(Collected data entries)
#####

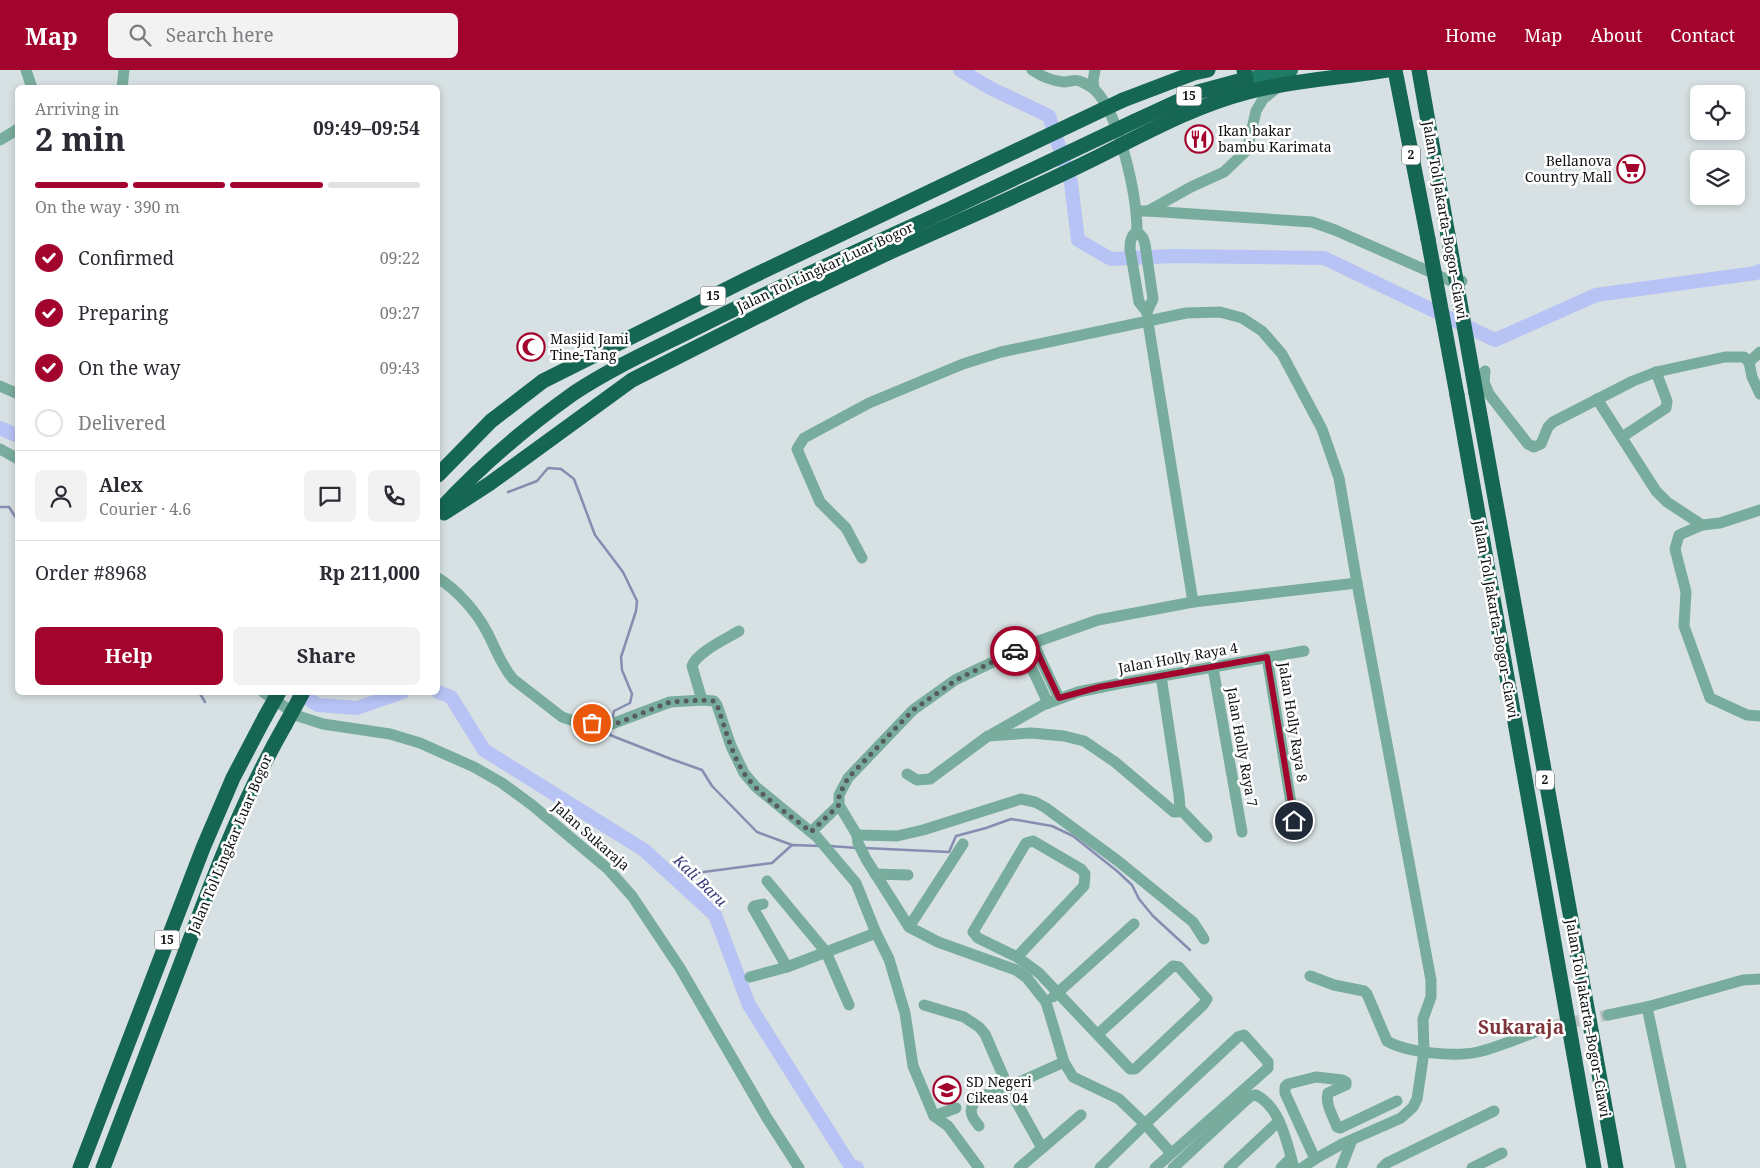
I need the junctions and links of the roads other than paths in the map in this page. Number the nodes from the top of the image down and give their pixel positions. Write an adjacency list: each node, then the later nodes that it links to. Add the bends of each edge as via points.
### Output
1 (26, 70): 12 (street)
2 (124, 70): 13 (street)
3 (1032, 70): 14 (street, via 1063,82 1079,80)
4 (1095, 70): 14 (street)
5 (1185, 70): 15 (highway)
6 (1208, 70): 15 (highway, Jalan Tol Lingkar Luar Bogor / 15)
7 (1386, 70): 36 (highway, bridge, via 1247,92 1200,107 1154,127 1075,168 800,294 632,380)
8 (1395, 70): 121 (highway, Jalan Tol Jakarta–Bogor–Ciawi / 2, bridge, via 1457,396)
9 (1419, 70): 122 (highway, Jalan Tol Jakarta–Bogor–Ciawi / 2, bridge)
10 (1284, 71): 11 (main road); 18 (street, via 1277,88 1263,99 1256,111 1247,150 1224,172)
11 (1251, 74): 34 (highway, Jalan Tol Lingkar Luar Bogor / 15, bridge, via 1198,92 1135,121 628,362 575,393 530,427 467,480)
12 (31, 85)
13 (122, 85)
14 (1094, 89): 18 (street, via 1103,100 1122,140)
15 (1148, 89): 33 (highway, Jalan Tol Lingkar Luar Bogor / 15, bridge, via 749,278 543,381 491,421)
16 (15, 131): 17 (street)
17 (0, 140)
18 (1142, 211): 19 (street); 20 (street, via 1312,222 1454,282)
19 (1137, 231): 21 (street, via 1146,248 1152,290); 21 (street, via 1132,235 1130,249 1139,302)
20 (1462, 280)
21 (1148, 317): 38 (street, via 963,364 869,403 804,438 797,449 820,502 846,528); 40 (street, via 1220,312 1242,318 1262,331 1282,354 1334,460); 41 (street)
22 (1760, 352): 23 (street)
23 (1749, 362): 25 (street, via 1744,357 1725,357); 28 (street)
24 (1485, 371): 29 (street, via 1484,382 1489,394 1528,444 1534,447 1541,444 1553,422)
25 (1656, 372): 29 (street); 30 (street, via 1666,401 1665,410)
26 (0, 386): 27 (street)
27 (15, 393)
28 (1760, 394)
29 (1597, 399): 30 (street)
30 (1622, 437): 37 (street, via 1656,491)
31 (0, 449): 32 (street)
32 (15, 457)
33 (440, 473)
34 (440, 510)
35 (1760, 510): 37 (street, via 1720,523)
36 (440, 516)
37 (1702, 525): 53 (street, via 1679,535 1675,549 1686,592 1684,626 1710,698 1747,714)
38 (862, 558)
39 (440, 579): 51 (street, via 463,600 482,624 513,679 562,717 612,725 670,702)
40 (1356, 583): 41 (street); 86 (street, via 1431,980 1431,997 1423,1019)
41 (1193, 602): 43 (street, via 1098,620)
42 (739, 631): 51 (street, via 693,662)
43 (1028, 645): 52 (street); 56 (street, via 956,680 913,710 848,778 839,795)
44 (1304, 651): 45 (street, Jalan Holly Raya 4)
45 (1267, 657): 46 (street, Jalan Holly Raya 4); 58 (street, Jalan Holly Raya 8)
46 (1213, 668): 47 (street, Jalan Holly Raya 4); 59 (street, Jalan Holly Raya 7)
47 (1161, 676): 52 (street, Jalan Holly Raya 4, via 1099,687); 57 (street)
48 (267, 695): 109 (street, Jalan Sukaraja, via 298,716 323,724 390,734 420,743 474,767 532,805 608,869 632,896 671,954)
49 (277, 695): 107 (highway, Jalan Tol Lingkar Luar Bogor / 15, bridge, via 233,778 203,848)
50 (301, 695): 108 (highway, Jalan Tol Lingkar Luar Bogor / 15, bridge, via 253,785 225,850)
51 (702, 700): 60 (street, via 714,701 717,705 744,773 756,787)
52 (1054, 701): 54 (street, Jalan Holly Raya 4)
53 (1760, 716)
54 (988, 736): 55 (street, Jalan Holly Raya 4, via 930,779 917,780); 57 (street, via 1031,733 1064,736 1084,742 1115,762 1174,812)
55 (907, 774)
56 (839, 805): 60 (street); 62 (street)
57 (1180, 809): 61 (street)
58 (1294, 821)
59 (1242, 832)
60 (814, 834): 70 (street, via 856,883)
61 (1207, 837)
62 (857, 839): 64 (street); 71 (street, via 924,830 1020,799 1028,800 1046,808 1118,862 1193,922)
63 (963, 844): 69 (street)
64 (875, 874): 65 (street); 69 (street)
65 (908, 875)
66 (767, 882): 72 (street)
67 (763, 904): 74 (street, via 753,908)
68 (1134, 924): 78 (street)
69 (909, 927): 79 (street, via 938,942 1016,970 1027,978)
70 (876, 933): 72 (street); 97 (street, via 889,960 905,1013 913,1066)
71 (1204, 939)
72 (826, 952): 74 (street); 81 (street)
73 (1017, 957): 73 (street, via 1084,886 1085,874 1081,869 1033,841 1026,844 973,932 978,938); 78 (street)
74 (786, 967): 76 (street)
75 (1310, 976): 86 (street, via 1364,991 1387,1041)
76 (750, 977)
77 (1760, 979): 82 (street, via 1743,980)
78 (1059, 993): 79 (street); 85 (street)
79 (1046, 1002): 87 (street)
80 (924, 1005): 89 (street, via 964,1017 979,1027)
81 (849, 1006)
82 (1646, 1007): 83 (street); 123 (street)
83 (1608, 1015)
84 (1552, 1026): 86 (street, via 1478,1052)
85 (1098, 1034): 85 (street, via 1173,966 1179,966 1207,999 1135,1069 1130,1069)
86 (1424, 1052): 101 (street, via 1413,1107 1401,1118)
87 (1064, 1062): 89 (street); 99 (street, via 1073,1077 1119,1099)
88 (1316, 1077): 90 (street); 90 (street, via 1346,1082 1346,1085); 92 (street, via 1288,1084 1285,1093)
89 (1008, 1087): 100 (street, via 974,1102 972,1115); 102 (street)
90 (1328, 1093): 91 (street, via 1327,1101 1340,1128)
91 (1397, 1101)
92 (1290, 1105): 94 (street); 105 (street)
93 (956, 1108): 97 (street)
94 (1272, 1110): 98 (street); 114 (street, via 1259,1097 1251,1096)
95 (1494, 1111): 119 (street)
96 (1080, 1115): 102 (street)
97 (934, 1116): 110 (street, via 948,1126)
98 (1279, 1121): 106 (street); 115 (street)
99 (1144, 1124): 103 (street); 103 (street, via 1240,1035 1244,1035 1269,1065); 112 (street)
100 (978, 1126)
101 (1352, 1140): 105 (street); 118 (street)
102 (1042, 1148): 111 (street)
103 (1170, 1153): 113 (street)
104 (1502, 1153): 120 (street)
105 (1315, 1159): 117 (street)
106 (1292, 1163): 116 (street)
107 (80, 1168)
108 (103, 1168)
109 (799, 1168)
110 (979, 1168)
111 (1019, 1168)
112 (1100, 1168)
113 (1155, 1168)
114 (1173, 1168)
115 (1229, 1168)
116 (1281, 1168)
117 (1302, 1168)
118 (1341, 1168)
119 (1382, 1168)
120 (1472, 1168)
121 (1594, 1168)
122 (1616, 1168)
123 (1681, 1168)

#####

### WORK ITEM
Filter the data, keeping only the lines that contain "Ciawi".

### ANSWER TO THE PROBLEM
8 (1395, 70): 121 (highway, Jalan Tol Jakarta–Bogor–Ciawi / 2, bridge, via 1457,396)
9 (1419, 70): 122 (highway, Jalan Tol Jakarta–Bogor–Ciawi / 2, bridge)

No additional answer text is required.